▼
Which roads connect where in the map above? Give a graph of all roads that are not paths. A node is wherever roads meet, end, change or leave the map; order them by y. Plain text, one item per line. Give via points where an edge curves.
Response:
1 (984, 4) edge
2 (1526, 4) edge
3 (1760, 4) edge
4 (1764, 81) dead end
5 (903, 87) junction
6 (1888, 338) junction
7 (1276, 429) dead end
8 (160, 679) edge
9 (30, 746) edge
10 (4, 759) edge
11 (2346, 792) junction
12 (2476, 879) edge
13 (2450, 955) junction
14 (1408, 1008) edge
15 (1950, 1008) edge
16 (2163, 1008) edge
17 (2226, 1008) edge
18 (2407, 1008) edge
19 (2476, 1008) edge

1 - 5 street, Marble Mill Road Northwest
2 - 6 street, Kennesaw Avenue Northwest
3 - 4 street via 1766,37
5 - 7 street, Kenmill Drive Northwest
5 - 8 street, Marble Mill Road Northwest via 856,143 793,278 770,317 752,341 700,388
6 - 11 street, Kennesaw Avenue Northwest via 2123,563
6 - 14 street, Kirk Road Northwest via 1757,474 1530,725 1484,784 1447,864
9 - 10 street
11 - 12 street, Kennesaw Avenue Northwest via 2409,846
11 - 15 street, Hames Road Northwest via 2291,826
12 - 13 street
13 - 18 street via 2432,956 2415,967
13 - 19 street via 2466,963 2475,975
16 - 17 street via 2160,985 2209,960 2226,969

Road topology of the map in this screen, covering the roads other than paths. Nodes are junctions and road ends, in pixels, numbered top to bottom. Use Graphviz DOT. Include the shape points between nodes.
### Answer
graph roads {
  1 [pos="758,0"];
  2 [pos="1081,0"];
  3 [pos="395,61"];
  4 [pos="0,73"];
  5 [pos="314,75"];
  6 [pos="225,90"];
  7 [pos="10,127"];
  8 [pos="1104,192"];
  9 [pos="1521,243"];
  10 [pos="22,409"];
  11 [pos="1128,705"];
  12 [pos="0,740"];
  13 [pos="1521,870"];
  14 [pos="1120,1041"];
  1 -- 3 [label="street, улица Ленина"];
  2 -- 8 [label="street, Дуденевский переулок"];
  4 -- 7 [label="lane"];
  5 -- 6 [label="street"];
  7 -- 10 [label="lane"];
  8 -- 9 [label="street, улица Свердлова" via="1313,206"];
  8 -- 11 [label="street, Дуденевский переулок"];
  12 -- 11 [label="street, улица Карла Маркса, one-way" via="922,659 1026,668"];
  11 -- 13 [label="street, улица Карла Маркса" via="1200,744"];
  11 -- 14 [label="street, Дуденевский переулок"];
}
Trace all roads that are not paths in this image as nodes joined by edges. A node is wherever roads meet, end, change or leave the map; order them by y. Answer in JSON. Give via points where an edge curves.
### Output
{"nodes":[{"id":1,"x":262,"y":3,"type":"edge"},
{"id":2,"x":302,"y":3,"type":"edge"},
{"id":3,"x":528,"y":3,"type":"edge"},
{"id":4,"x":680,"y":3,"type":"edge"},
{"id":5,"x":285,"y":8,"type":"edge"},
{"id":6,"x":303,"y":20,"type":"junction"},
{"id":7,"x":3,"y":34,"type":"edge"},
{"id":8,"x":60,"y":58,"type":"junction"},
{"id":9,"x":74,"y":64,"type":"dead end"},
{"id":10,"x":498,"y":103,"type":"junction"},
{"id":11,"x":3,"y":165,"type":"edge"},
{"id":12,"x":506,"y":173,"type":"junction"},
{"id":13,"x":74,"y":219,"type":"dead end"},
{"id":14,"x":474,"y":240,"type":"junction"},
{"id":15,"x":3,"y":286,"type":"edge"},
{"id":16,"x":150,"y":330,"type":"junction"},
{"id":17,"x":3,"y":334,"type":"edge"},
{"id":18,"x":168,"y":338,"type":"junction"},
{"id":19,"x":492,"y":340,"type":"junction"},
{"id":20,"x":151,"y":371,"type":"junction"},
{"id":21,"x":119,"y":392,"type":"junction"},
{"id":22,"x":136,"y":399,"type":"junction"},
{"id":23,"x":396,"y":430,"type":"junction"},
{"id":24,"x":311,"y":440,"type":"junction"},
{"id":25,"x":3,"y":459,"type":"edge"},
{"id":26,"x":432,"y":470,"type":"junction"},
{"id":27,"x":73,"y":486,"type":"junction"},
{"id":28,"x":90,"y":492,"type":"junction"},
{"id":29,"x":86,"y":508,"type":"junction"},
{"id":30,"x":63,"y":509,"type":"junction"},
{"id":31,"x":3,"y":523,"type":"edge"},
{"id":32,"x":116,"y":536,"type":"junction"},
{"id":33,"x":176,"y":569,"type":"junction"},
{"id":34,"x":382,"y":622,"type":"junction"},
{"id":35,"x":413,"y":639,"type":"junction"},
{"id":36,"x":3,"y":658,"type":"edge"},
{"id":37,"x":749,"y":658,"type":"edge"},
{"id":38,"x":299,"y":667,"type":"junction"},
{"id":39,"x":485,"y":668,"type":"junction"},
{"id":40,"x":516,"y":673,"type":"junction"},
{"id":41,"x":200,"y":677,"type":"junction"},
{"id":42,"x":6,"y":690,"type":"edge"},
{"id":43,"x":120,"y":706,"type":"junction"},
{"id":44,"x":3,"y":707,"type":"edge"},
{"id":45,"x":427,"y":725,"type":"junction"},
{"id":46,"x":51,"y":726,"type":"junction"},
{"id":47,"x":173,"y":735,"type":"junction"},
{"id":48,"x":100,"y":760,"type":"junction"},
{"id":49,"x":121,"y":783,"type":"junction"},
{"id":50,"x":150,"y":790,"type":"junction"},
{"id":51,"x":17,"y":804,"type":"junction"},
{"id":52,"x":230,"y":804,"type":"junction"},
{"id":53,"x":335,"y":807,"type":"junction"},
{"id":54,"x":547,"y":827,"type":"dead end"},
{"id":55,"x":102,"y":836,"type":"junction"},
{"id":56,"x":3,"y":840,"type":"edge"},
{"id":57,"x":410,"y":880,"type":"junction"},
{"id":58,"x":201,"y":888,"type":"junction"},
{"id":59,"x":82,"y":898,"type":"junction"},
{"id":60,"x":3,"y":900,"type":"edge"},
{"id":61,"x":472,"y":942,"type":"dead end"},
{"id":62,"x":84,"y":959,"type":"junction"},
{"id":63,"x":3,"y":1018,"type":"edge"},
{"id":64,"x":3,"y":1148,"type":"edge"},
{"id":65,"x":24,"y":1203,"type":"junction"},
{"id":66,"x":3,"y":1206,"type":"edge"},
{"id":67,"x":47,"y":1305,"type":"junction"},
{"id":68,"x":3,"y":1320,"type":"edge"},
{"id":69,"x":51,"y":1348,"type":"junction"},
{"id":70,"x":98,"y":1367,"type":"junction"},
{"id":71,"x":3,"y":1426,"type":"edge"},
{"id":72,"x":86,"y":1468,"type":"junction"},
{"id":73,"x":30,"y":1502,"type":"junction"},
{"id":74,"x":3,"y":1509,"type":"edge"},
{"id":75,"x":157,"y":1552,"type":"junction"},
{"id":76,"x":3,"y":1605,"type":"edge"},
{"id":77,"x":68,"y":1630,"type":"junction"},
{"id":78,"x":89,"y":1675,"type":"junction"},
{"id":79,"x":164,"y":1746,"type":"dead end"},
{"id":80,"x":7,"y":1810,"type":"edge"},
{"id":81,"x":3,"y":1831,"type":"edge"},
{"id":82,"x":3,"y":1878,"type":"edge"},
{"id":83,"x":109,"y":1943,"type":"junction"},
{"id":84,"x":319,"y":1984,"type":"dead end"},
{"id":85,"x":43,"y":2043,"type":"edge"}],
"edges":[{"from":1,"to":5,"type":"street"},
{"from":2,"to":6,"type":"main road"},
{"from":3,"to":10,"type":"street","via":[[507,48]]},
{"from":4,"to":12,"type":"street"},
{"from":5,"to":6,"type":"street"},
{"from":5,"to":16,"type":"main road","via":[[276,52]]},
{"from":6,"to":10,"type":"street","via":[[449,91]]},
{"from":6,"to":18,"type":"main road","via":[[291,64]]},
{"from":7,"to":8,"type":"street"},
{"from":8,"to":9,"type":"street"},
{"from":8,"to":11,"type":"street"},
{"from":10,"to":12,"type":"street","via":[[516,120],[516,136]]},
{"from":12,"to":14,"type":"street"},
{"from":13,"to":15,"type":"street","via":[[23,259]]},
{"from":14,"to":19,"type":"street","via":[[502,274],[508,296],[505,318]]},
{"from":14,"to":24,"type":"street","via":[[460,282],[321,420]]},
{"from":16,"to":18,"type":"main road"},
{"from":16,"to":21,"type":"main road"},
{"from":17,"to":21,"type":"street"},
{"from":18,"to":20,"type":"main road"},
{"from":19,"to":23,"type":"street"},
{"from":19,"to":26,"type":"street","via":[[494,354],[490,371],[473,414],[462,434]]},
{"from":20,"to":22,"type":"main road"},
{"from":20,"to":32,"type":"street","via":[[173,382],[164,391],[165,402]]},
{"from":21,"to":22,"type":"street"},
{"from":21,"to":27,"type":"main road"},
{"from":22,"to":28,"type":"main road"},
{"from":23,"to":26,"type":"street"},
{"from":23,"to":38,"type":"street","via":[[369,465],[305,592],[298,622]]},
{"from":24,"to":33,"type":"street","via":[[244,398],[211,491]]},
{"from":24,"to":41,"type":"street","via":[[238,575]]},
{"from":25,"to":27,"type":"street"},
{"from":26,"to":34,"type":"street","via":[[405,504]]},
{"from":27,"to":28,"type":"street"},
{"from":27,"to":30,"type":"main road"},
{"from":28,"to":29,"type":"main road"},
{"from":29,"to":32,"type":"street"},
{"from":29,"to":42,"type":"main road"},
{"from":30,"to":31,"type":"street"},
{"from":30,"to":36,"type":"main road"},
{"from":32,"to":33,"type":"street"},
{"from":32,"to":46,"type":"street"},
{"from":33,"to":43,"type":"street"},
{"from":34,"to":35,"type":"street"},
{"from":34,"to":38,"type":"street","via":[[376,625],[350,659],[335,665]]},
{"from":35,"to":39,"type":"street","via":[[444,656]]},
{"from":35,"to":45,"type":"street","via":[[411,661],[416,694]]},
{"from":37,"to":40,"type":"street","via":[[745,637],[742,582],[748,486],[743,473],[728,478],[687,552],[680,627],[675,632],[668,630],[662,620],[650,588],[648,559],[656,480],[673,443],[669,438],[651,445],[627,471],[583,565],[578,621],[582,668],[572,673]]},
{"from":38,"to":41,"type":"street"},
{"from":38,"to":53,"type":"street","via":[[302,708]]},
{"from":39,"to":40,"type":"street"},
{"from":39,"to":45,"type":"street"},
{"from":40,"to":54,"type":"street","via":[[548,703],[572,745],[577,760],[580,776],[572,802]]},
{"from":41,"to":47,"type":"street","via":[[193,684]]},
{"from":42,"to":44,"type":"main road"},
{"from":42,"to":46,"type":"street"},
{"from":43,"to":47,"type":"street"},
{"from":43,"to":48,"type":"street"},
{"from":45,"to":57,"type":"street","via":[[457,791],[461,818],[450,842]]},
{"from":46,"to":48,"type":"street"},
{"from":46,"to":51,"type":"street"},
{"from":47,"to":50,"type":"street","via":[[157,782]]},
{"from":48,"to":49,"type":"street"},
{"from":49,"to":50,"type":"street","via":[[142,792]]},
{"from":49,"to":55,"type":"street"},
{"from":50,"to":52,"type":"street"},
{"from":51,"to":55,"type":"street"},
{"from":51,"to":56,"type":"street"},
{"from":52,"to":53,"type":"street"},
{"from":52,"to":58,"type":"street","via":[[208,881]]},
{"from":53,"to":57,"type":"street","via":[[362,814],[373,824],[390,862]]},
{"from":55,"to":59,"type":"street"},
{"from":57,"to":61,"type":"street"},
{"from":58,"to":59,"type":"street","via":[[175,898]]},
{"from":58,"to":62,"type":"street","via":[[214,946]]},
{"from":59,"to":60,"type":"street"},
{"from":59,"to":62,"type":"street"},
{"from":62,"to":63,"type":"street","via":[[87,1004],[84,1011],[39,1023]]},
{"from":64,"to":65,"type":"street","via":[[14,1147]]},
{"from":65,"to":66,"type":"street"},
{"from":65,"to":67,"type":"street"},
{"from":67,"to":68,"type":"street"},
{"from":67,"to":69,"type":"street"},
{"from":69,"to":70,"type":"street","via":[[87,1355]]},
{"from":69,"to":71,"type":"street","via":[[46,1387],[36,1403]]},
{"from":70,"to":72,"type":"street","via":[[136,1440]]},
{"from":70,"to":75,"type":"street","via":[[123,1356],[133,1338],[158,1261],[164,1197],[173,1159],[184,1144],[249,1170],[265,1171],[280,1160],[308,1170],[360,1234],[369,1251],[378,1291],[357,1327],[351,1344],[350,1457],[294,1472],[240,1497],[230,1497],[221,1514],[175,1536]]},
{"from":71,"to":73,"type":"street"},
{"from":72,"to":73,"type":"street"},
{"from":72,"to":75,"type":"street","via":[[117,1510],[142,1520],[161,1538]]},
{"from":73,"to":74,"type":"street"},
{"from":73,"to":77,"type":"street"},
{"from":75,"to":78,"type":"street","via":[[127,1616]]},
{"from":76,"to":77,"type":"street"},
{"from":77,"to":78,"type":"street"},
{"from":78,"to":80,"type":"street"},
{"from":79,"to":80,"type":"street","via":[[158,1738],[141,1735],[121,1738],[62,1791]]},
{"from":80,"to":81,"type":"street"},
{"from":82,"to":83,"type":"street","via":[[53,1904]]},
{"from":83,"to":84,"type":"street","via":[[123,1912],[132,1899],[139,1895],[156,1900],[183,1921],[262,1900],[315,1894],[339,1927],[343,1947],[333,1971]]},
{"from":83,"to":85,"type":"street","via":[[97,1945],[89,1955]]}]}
▲
[WORK REQUIRED] Where the word "Avenue" is present in a line of the listing, copy that line.

[EXERCISE OUTPUT]
2 - 6 street, Kennesaw Avenue Northwest
6 - 11 street, Kennesaw Avenue Northwest via 2123,563
11 - 12 street, Kennesaw Avenue Northwest via 2409,846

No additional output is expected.